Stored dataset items
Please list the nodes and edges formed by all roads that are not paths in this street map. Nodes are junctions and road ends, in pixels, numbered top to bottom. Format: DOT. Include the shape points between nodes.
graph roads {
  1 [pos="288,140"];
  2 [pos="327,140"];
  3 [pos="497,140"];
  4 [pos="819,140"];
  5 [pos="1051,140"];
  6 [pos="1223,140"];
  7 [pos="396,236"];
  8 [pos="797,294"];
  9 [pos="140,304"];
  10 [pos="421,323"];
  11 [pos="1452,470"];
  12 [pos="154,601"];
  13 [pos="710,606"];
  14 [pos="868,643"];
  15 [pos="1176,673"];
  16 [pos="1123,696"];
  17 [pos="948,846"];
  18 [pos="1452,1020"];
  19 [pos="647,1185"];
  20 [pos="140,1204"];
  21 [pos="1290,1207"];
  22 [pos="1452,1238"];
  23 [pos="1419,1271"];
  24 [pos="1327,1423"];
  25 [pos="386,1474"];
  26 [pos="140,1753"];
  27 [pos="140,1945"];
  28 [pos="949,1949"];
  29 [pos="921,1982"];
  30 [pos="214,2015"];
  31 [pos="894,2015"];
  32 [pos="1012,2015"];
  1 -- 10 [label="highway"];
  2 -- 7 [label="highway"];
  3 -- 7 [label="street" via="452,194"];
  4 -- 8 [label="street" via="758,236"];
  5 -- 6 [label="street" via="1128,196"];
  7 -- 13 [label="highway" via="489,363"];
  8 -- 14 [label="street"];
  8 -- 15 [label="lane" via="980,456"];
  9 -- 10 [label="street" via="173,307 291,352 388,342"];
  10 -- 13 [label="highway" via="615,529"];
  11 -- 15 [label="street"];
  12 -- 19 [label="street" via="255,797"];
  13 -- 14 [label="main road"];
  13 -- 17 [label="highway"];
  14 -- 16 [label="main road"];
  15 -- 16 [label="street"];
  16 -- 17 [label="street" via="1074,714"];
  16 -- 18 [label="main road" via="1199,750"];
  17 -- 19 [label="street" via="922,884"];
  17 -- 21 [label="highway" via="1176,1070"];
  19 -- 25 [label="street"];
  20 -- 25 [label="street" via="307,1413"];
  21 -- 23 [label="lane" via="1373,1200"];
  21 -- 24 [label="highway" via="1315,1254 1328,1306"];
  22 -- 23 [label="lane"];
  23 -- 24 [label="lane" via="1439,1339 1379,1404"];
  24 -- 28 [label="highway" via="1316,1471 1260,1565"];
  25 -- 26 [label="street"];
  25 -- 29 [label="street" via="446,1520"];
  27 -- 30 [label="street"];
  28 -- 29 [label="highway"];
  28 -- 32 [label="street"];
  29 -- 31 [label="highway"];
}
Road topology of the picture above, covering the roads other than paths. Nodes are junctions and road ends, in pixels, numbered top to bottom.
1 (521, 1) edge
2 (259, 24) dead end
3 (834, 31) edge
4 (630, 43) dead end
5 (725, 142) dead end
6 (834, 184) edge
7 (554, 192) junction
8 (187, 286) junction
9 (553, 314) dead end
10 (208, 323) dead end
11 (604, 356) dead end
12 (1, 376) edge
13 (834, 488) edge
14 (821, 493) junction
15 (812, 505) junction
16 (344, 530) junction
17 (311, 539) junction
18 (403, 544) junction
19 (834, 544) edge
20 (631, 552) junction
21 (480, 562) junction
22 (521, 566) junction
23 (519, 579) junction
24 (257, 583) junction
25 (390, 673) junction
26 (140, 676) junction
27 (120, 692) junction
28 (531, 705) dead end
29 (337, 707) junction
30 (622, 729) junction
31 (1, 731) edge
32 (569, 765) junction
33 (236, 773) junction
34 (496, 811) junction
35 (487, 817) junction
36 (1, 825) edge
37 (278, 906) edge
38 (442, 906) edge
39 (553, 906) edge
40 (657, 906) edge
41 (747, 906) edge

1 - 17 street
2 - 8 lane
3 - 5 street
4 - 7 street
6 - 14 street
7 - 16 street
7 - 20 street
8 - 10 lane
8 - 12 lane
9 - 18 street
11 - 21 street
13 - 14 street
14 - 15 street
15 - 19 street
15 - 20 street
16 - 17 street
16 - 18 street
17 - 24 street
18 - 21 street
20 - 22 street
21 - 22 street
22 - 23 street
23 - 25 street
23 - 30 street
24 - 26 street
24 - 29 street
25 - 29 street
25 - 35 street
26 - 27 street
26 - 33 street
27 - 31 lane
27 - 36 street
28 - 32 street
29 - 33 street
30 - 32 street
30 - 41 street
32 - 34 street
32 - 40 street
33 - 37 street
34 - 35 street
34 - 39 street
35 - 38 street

EXERCISE – Copy all lines from the data above that contain the word "dead".

SOLUTION BELOW –
2 (259, 24) dead end
4 (630, 43) dead end
5 (725, 142) dead end
9 (553, 314) dead end
10 (208, 323) dead end
11 (604, 356) dead end
28 (531, 705) dead end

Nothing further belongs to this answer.